RECORDED DATA Start Marker
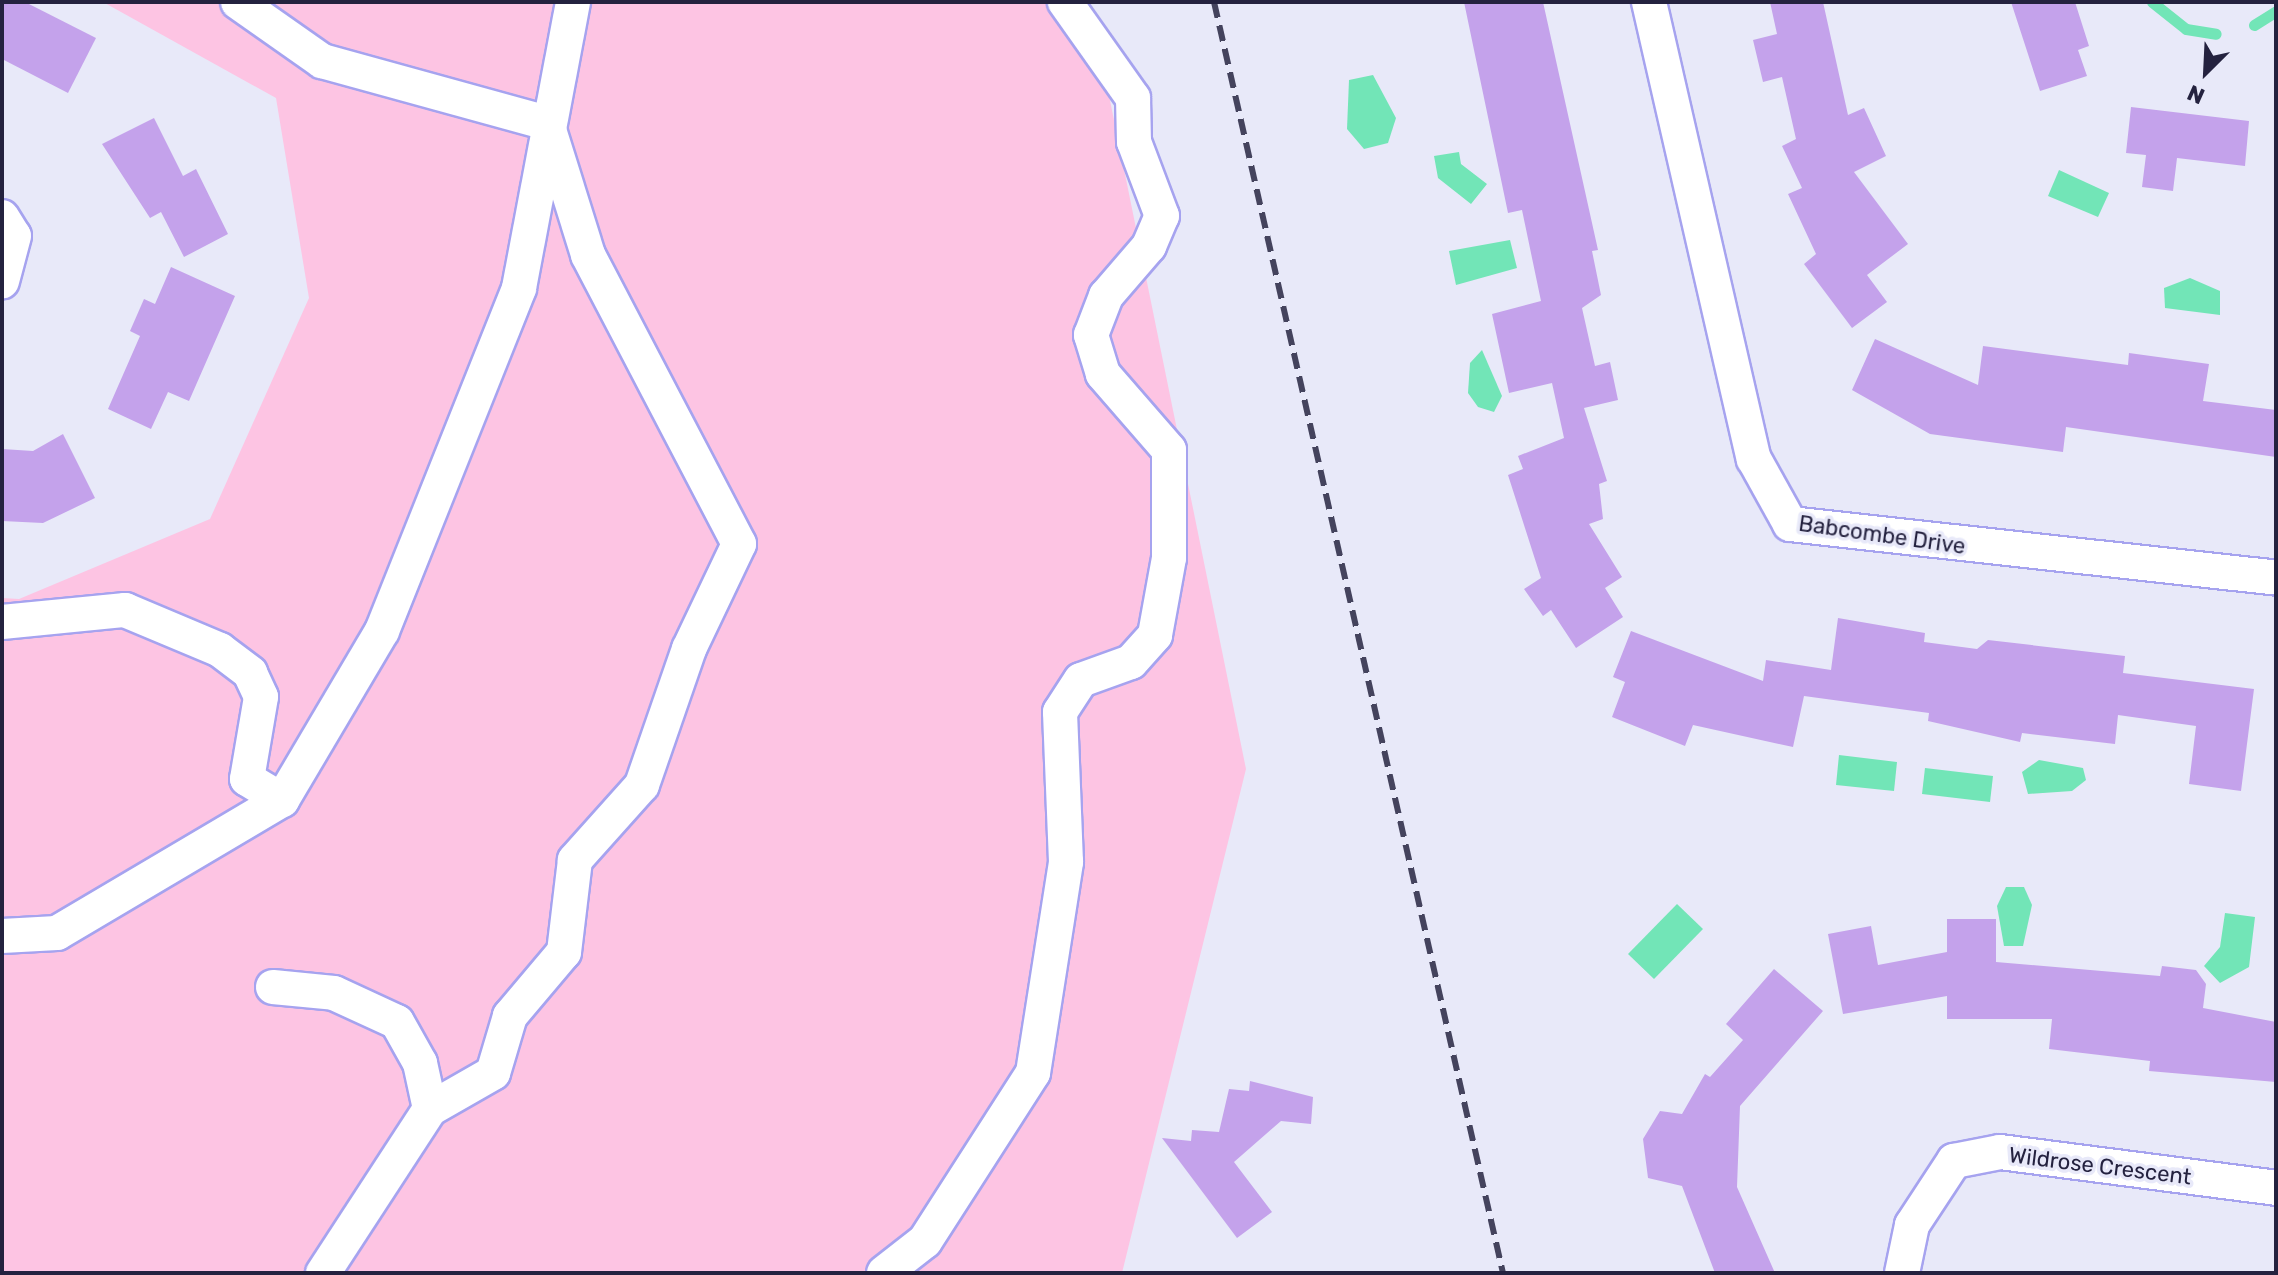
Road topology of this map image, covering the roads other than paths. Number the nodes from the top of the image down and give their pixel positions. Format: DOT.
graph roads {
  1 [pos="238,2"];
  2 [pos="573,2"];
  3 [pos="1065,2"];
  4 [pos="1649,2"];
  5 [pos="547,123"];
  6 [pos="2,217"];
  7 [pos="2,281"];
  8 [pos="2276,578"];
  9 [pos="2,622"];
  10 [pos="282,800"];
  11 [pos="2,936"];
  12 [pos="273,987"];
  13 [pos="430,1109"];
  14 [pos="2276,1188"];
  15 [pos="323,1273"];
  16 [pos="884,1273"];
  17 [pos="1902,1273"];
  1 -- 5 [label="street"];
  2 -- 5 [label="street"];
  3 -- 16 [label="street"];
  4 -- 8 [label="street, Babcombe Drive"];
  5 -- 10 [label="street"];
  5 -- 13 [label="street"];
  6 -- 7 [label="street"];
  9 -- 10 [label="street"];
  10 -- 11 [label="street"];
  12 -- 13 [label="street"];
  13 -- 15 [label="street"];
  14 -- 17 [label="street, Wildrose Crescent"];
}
RECORDED DATA End Marker
[YOUR GOAL] Go through the records and repeat each one exactly, skipping anything that is a picture.

[RESPONSE AREA]
Road topology of this map image, covering the roads other than paths. Number the nodes from the top of the image down and give their pixel positions. Format: DOT.
graph roads {
  1 [pos="238,2"];
  2 [pos="573,2"];
  3 [pos="1065,2"];
  4 [pos="1649,2"];
  5 [pos="547,123"];
  6 [pos="2,217"];
  7 [pos="2,281"];
  8 [pos="2276,578"];
  9 [pos="2,622"];
  10 [pos="282,800"];
  11 [pos="2,936"];
  12 [pos="273,987"];
  13 [pos="430,1109"];
  14 [pos="2276,1188"];
  15 [pos="323,1273"];
  16 [pos="884,1273"];
  17 [pos="1902,1273"];
  1 -- 5 [label="street"];
  2 -- 5 [label="street"];
  3 -- 16 [label="street"];
  4 -- 8 [label="street, Babcombe Drive"];
  5 -- 10 [label="street"];
  5 -- 13 [label="street"];
  6 -- 7 [label="street"];
  9 -- 10 [label="street"];
  10 -- 11 [label="street"];
  12 -- 13 [label="street"];
  13 -- 15 [label="street"];
  14 -- 17 [label="street, Wildrose Crescent"];
}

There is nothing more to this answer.